Segundo ele, existe a chance de que a edição deste ano seja cancelada.
— É uma possibilidade que cresce cada vez mais. Claro que não gostamos disso, mas é uma opção que vem se tornando mais forte.
Presidente do Sindicato das Indústrias de Máquinas e Implementos Agrícolas no RS (Simers), Claudio Bier observa que o ideal seria manter a data original, mas entende as razões de uma possível alteração.
— No entanto, o nosso setor tem um limite para participar do evento. Se a data for muito para frente, cai na época do plantio, e os agricultores não irão deixar de plantar para irem olhar as máquinas — avalia.
O prazo máximo, segundo ele, se estenderia para que a edição termine nos primeiros dias de outubro. Outra preocupação é em relação à limitação do público.
— Há o grupo de pessoas que encara a feira como um passeio, como o (grupo) da Grande Porto Alegre, que é muito bem-vindo, mas há o que mais nos interessa, que é o produtor, que vem para investir em máquinas. É importante pensar em como será feita essa limitação, para não prejudicar as vendas, porque há um custo alto para participar de evento.
À frente da Federação da Agricultura do Estado (Farsul), Gedeão Pereira afirma que a entidade aguarda os próximos desdobramentos em relação ao evento. Apesar de ser contra a mudança de data, a Farsul entende que, diante da pandemia, o evento é arriscado.
— Se a data for transferida, pode coincidir com outras feiras do Interior. Isso é ruim para a pecuária, por exemplo, porque o maior faturamento desse setor ocorre no Interior, e não na Expointer.
— Vemos com grande receio e com dificuldade essa realização. Me parece irresponsável realizar uma Expointer com público. Se continuarmos em um cenário com tantos casos, eu mesmo não sei se participaria ou se conduziria o setor a participar. Se os números que vemos agora, que crescem todos os dias, se mantiverem nos próximos meses, o cancelamento me parece o mais razoável.
Conforme o professor da Universidade Federal do Rio Grande do Sul (UFRGS) e doutor em Epidemiologia Paulo Petry, as previsões em relação aos números da doença no país “não são animadoras” e a melhor opção seria cancelar a edição. Ele ressalta que, após a flexibilização do distanciamento social, houve aumento de casos no Estado.
— Infelizmente, acho que não é o momento (para a realização da feira). Quando a gente dependo do comportamento das pessoas, é sempre mais difícil. Ainda que se adotem medidas de controle durante o evento, que são válidas, muita gente não respeita, não acha importante. Mesmo que o que tenhamos sejam apenas estimativas do que irá acontecer nos próximos meses, não há a menor dúvida de que a nossa curva é ascendente.

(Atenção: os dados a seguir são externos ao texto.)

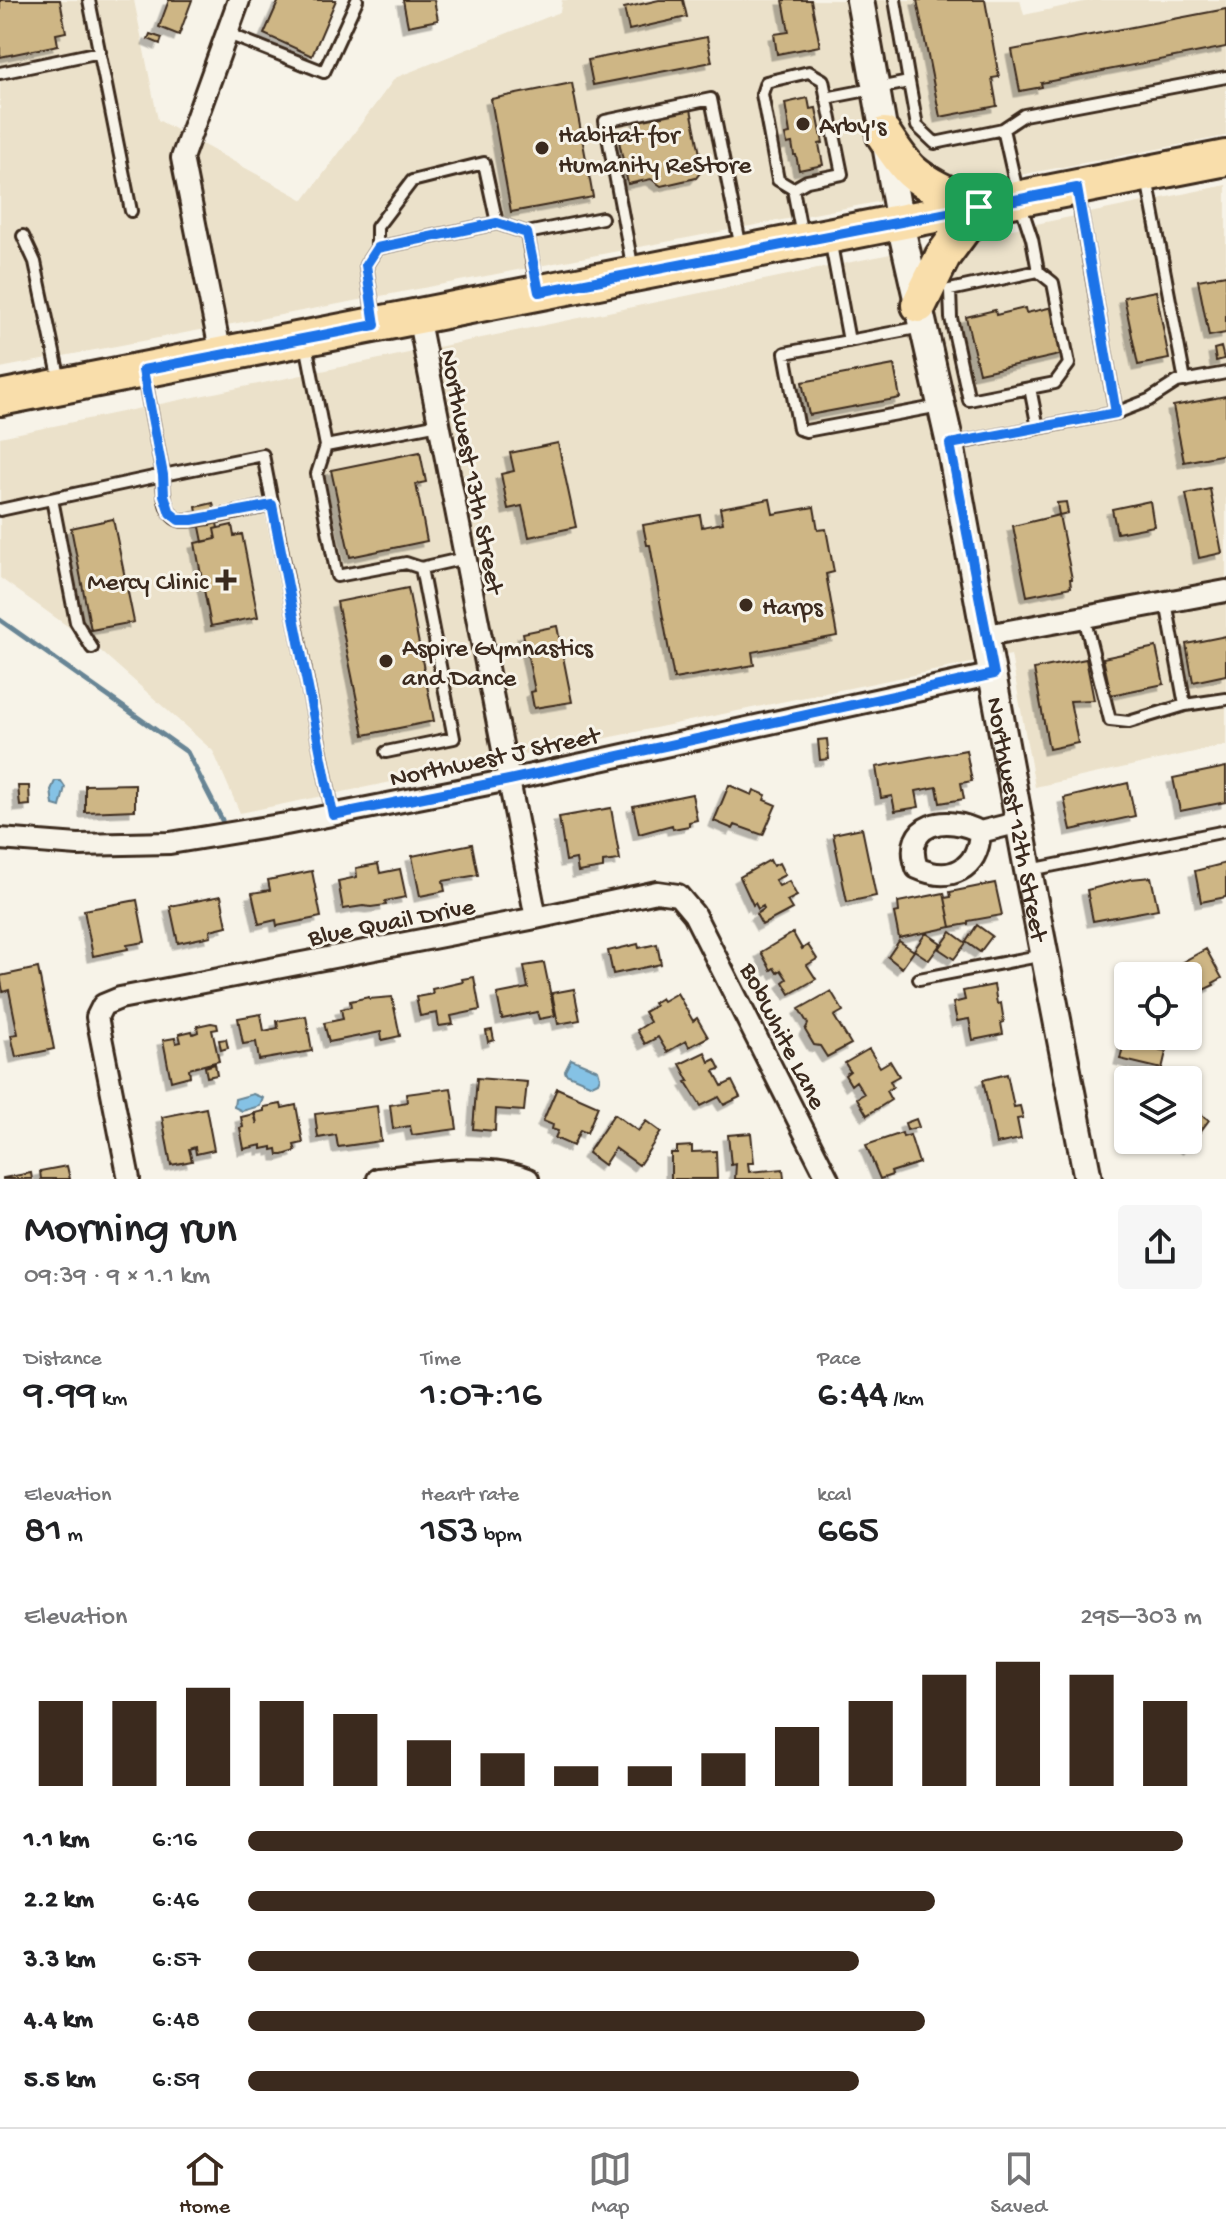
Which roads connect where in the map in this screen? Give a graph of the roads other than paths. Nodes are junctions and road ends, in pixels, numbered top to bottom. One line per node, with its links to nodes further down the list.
1 (89, 0): 7 (lane)
2 (239, 0): 6 (street)
3 (357, 0): 6 (lane)
4 (860, 0): 11 (street, Northwest 12th Street)
5 (895, 0): 10 (lane)
6 (226, 33): 38 (street)
7 (100, 52): 8 (lane); 21 (lane)
8 (0, 73)
9 (1226, 77): 13 (lane)
10 (909, 82): 11 (lane); 13 (lane)
11 (877, 88): 12 (lane); 14 (street, Northwest 12th Street)
12 (826, 98): 18 (lane); 18 (lane)
13 (1003, 129): 19 (lane)
14 (884, 135): 20 (main road); 24 (street, Northwest 12th Street)
15 (1226, 158): 16 (main road)
16 (1146, 174): 17 (main road); 41 (lane)
17 (1077, 188): 19 (main road); 46 (lane)
18 (793, 189): 27 (lane)
19 (1019, 200): 20 (main road); 30 (lane)
20 (979, 207): 24 (main road); 34 (main road)
21 (131, 211)
22 (602, 218): 25 (lane)
23 (497, 223): 25 (lane); 28 (lane); 28 (lane)
24 (900, 223): 27 (main road); 34 (street, Northwest 12th Street)
25 (527, 233): 32 (lane)
26 (23, 236): 42 (lane)
27 (816, 240): 29 (main road); 37 (lane)
28 (377, 248): 35 (lane)
29 (742, 253): 31 (main road); 31 (lane)
30 (1038, 271): 43 (lane); 43 (lane)
31 (633, 274): 32 (main road)
32 (539, 292): 33 (main road)
33 (418, 316): 35 (main road); 47 (street, Northwest 13th Street)
34 (921, 316): 37 (lane); 45 (street, Northwest 12th Street)
35 (375, 325): 36 (main road)
36 (305, 338): 38 (main road); 50 (lane)
37 (849, 341): 45 (lane)
38 (221, 355): 39 (main road)
39 (143, 370): 42 (main road); 51 (lane)
40 (1226, 373): 41 (lane)
41 (1185, 381): 46 (lane)
42 (61, 386): 44 (main road)
43 (1030, 388): 48 (lane)
44 (0, 398)
45 (942, 406): 49 (street, Northwest 12th Street)
46 (1116, 413): 48 (lane)
47 (439, 424): 50 (lane); 55 (street, Northwest 13th Street)
48 (1038, 428): 49 (lane)
49 (950, 444): 60 (street, Northwest 12th Street)
50 (326, 446): 56 (lane)
51 (163, 475): 52 (lane); 53 (lane); 53 (lane)
52 (52, 499): 54 (lane); 61 (lane)
53 (272, 505): 67 (lane)
54 (0, 510)
55 (465, 558): 56 (lane); 66 (street, Northwest 13th Street)
56 (421, 568): 65 (lane)
57 (1226, 591): 58 (street)
58 (1166, 602): 59 (street); 64 (lane)
59 (1084, 617): 60 (street); 64 (lane)
60 (987, 635): 62 (street, Northwest 12th Street)
61 (92, 648)
62 (994, 674): 66 (street, Northwest J Street); 68 (street, Northwest 12th Street)
63 (1226, 699): 64 (lane)
64 (1185, 705)
65 (386, 752)
66 (509, 780): 67 (street, Northwest J Street); 74 (street, Northwest 13th Street)
67 (333, 815): 71 (street, Northwest J Street)
68 (1020, 822): 70 (street); 72 (street, Northwest 12th Street)
69 (1226, 831): 72 (lane)
70 (980, 832)
71 (0, 839)
72 (1028, 870): 75 (street, Northwest 12th Street)
73 (694, 914): 74 (street, Blue Quail Drive); 80 (street, Bobwhite Lane)
74 (536, 918): 77 (street, Blue Quail Drive)
75 (1046, 954): 76 (lane); 81 (street, Northwest 12th Street)
76 (919, 979)
77 (129, 1179)
78 (378, 1179): 79 (street)
79 (528, 1179)
80 (828, 1179)
81 (1088, 1179)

Professor de Infectologia da Universidade Federal do Rio Grande do Sul (UFRGS), Alexandre Zavascki também acredita que o cancelamento da edição é a melhor opção.
— No meio de uma pandemia crescendo no Estado, a exposição não deveria nem estar sendo considerada. Por mais tradicional e importante para a economia que seja, não é o momento para nenhum tipo de feira ou evento. Não temos perspectiva de que a curva vá diminuir no curto prazo, e o caminho para o retorno à normalidade é muito longo. É preciso considerar que nem sequer chegamos ao pico da doença ainda.
Para Zavascki, mesmo com as medidas de controle, o evento ainda representa um alto risco a saúde.
— A própria questão da aferição de temperatura é uma medida que tem baixa eficácia, é uma falsa segurança. Controlar a higiene das mãos de uma multidão, por exemplo, é algo muito complicado.